Recognizing the fundamental flaws of most High School Choral Program in the U.S.:

There is a consistency in the structure of many, if not most High School Choral Programs throughout the United States. While the set-ups may appear to differ significantly on the surface, the bare-bones program structure as well as the underlying objectives for the overall participating students remain consistent.

 This article is intended to clarify the freshly coined phrases that have been using throughout my series of blogs on the Choral Caste System. It is my hope that we, as a choral community, will be able to reflect on each phrase and decide if and how it speaks to each of us and our individual programs.

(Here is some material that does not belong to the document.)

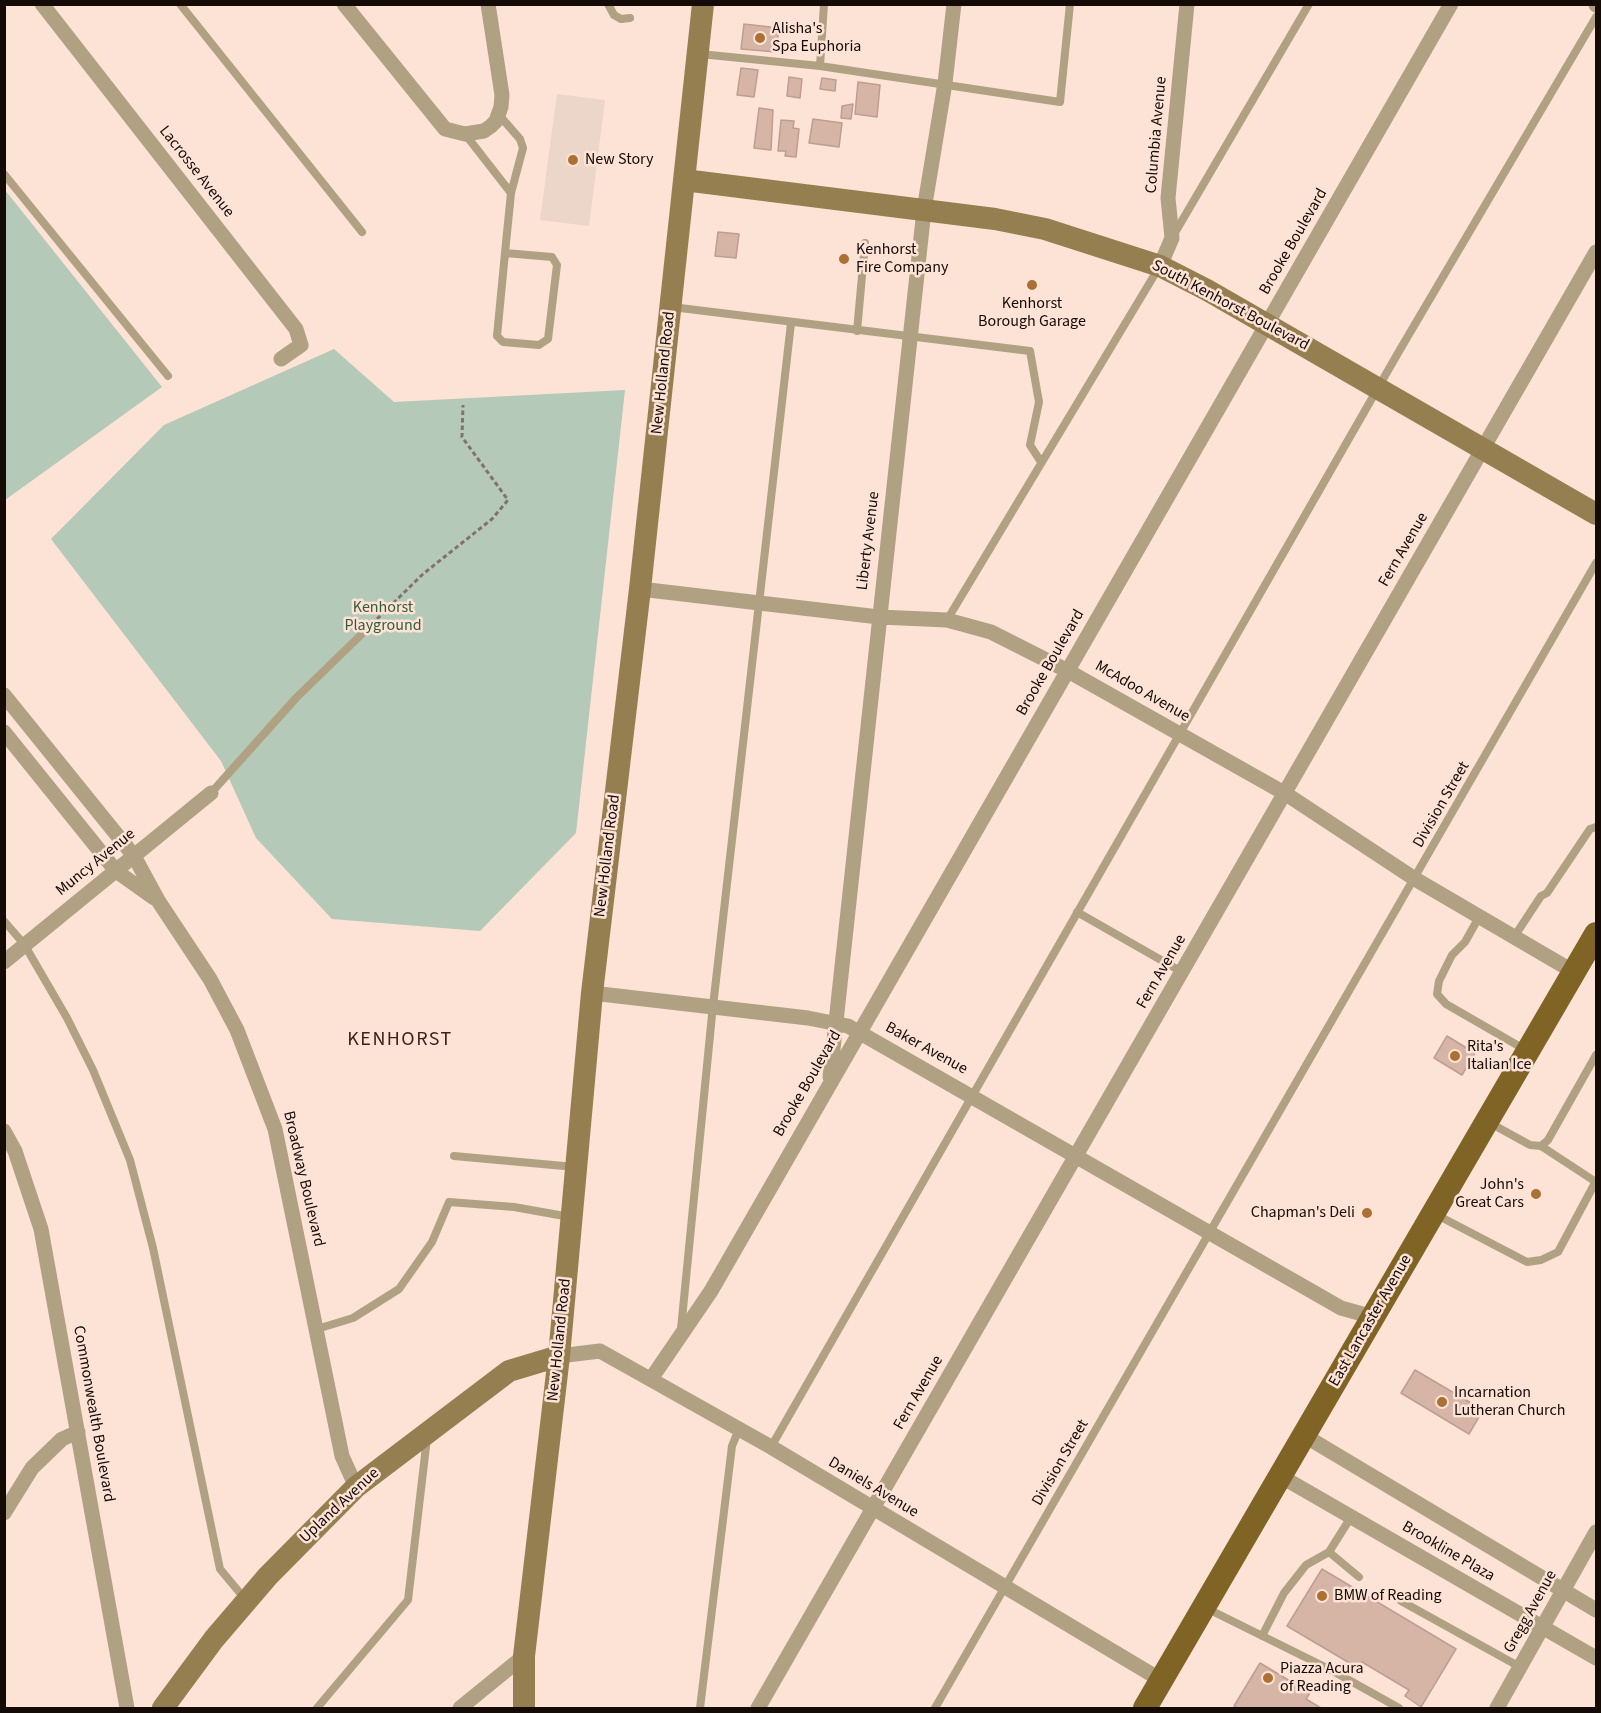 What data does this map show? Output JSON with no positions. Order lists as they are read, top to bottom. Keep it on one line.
{"streets":{"main road":["South Kenhorst Boulevard","New Holland Road","East Lancaster Avenue","Upland Avenue"],"street":["Columbia Avenue","Lacrosse Avenue","Brooke Boulevard","Liberty Avenue","Fern Avenue","McAdoo Avenue","Muncy Avenue","Baker Avenue","Broadway Boulevard","Commonwealth Boulevard","Daniels Avenue","Brookline Plaza","Gregg Avenue"],"lane":["Division Street"]},"crossings":[["Columbia Avenue","South Kenhorst Boulevard"],["Brooke Boulevard","South Kenhorst Boulevard"],["Brooke Boulevard","Liberty Avenue"],["Brooke Boulevard","McAdoo Avenue"],["Brooke Boulevard","Baker Avenue"],["Brooke Boulevard","Daniels Avenue"],["South Kenhorst Boulevard","New Holland Road"],["South Kenhorst Boulevard","Liberty Avenue"],["South Kenhorst Boulevard","Fern Avenue"],["New Holland Road","McAdoo Avenue"],["New Holland Road","Baker Avenue"],["New Holland Road","Daniels Avenue"],["New Holland Road","Upland Avenue"],["Liberty Avenue","McAdoo Avenue"],["Liberty Avenue","Baker Avenue"],["Fern Avenue","McAdoo Avenue"],["Fern Avenue","Baker Avenue"],["Fern Avenue","Daniels Avenue"],["McAdoo Avenue","Division Street"],["McAdoo Avenue","East Lancaster Avenue"],["Division Street","Baker Avenue"],["Division Street","Daniels Avenue"],["Muncy Avenue","Broadway Boulevard"],["Baker Avenue","East Lancaster Avenue"],["Broadway Boulevard","Upland Avenue"],["East Lancaster Avenue","Daniels Avenue"],["East Lancaster Avenue","Brookline Plaza"],["Daniels Avenue","Upland Avenue"],["Brookline Plaza","Gregg Avenue"]],"districts":["KENHORST"],"parks":["Kenhorst Playground"],"places":["Alisha's Spa Euphoria","New Story","Kenhorst Fire Company","Kenhorst Borough Garage","Rita's Italian Ice","John's Great Cars","Chapman's Deli","Incarnation Lutheran Church","BMW of Reading","Piazza Acura of Reading"]}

“The Best” vs “The Rest” is the most common set-up for high schools choral programs throughout the United States. The goal of this set-up is to feature the elite singers as much as possible in “The Best”, our “select” ensemble. This system is usually set-up for the majority of average to below-average singers to leave the program after their first year of high school choral experience. The first-year members of the program along with the remaining rejected upperclassmen usually fill “The Rest”, the “non-select” ensemble.

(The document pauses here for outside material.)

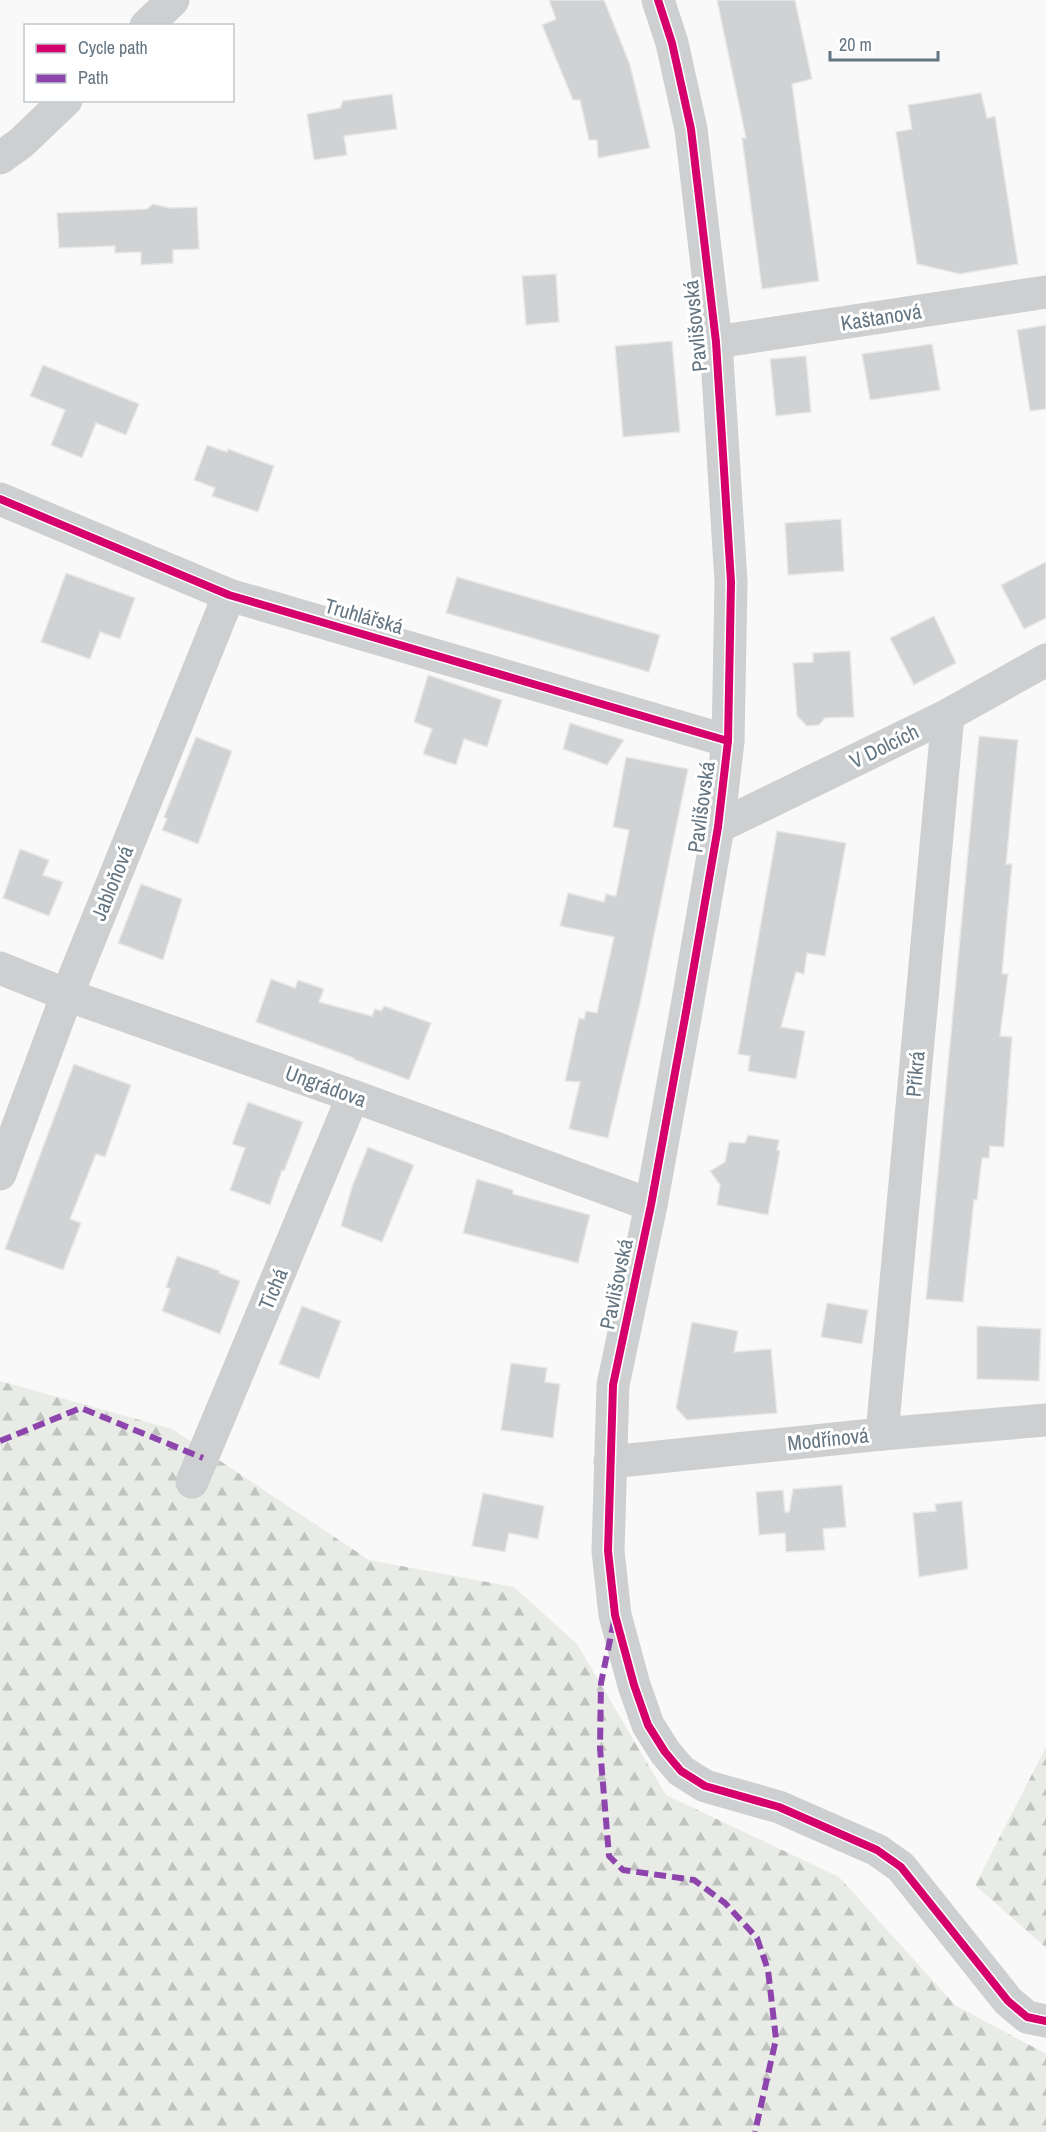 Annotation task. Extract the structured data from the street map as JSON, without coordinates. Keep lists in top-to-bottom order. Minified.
{"streets":{"street":["Kaštanová","Pavlišovská","Truhlářská","V Dolcích","Jabloňová","Příkrá","Ungrádova","Tichá","Modřínová"]},"crossings":[["Kaštanová","Pavlišovská"],["Pavlišovská","Truhlářská"],["Pavlišovská","V Dolcích"],["Pavlišovská","Ungrádova"],["Pavlišovská","Modřínová"],["Truhlářská","Jabloňová"],["V Dolcích","Příkrá"],["Jabloňová","Ungrádova"],["Příkrá","Modřínová"],["Ungrádova","Tichá"]],"legend":["Cycle path","Path"],"scale_bar":"20 m"}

There are some variations of this set-up, but the key component to this structure is removing the strongest singers from everyone else for the daily rehearsals. If “the best” singers are missing from “the rest” of the singers, no matter how the program is structured, it is considered to be “The Best” vs “The Rest” structure.


Self-Assessment Rehearsal Participation Rubric(s)

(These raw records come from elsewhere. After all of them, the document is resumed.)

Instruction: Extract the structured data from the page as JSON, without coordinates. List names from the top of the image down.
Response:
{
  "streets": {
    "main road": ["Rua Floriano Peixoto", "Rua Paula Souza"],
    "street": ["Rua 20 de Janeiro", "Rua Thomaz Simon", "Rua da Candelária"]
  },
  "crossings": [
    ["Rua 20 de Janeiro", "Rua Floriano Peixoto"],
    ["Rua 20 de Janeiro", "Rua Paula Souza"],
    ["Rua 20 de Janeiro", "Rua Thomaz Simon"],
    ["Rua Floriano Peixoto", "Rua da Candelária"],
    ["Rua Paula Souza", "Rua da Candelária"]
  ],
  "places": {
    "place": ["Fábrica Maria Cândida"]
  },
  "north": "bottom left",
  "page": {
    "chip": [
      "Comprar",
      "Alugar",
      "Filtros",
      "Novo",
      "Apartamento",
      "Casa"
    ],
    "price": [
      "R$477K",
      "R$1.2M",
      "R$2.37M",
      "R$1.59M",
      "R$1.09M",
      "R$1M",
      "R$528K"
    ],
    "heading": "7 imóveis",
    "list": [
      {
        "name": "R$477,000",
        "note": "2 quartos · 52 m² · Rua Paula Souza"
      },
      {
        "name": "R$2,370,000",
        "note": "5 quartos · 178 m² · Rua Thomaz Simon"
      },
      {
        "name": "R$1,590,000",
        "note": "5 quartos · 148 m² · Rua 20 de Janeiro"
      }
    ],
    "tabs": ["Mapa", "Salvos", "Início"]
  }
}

Here are two examples of set-ups that would qualify as “The Best” vs “The Rest”:

1. Students audition when entering the high school.  The elite incoming 1st year students are placed in a select ensemble alongside the previously selected upperclassmen.  All other students remain in an un-auditioned group.

2. All 1st year students are placed in one group.  At the end of the year, the students audition and the very best 1st year students are selected into the older, select ensemble.  All rejected students are permitted to remain in the 1st year choir, but most usually choose to drop.

In both of these examples, the elite singers may also serve as “ringers” and enhance the sound of un-auditioned at their concert; they would learn the un-auditioned group’s repertoire in addition to their select program within their separate rehearsal.  While this adds extra “quality” sound to please the audience, it demoralizes the members of the un-auditioned group who had rehearsed for months without these elite singers.

Different schools may have more complicated structural set-ups that still breed the same result. For example, a larger choral program may have 3 ensembles: a choir of all new members followed by an audition where students are either chosen into a select group or if they are rejected, are then placed into a non-select group that is devoid of fine singers. Another school may have a non-select women’s group and a non-select men’s group with no elite singers enrolled; the elite students are placed in their own select ensemble instead. A final example is a school with a non-select mixed ensemble with no elite singers; this high school then places the elite singers into a high-level men’s ensemble and high-level women’s ensemble.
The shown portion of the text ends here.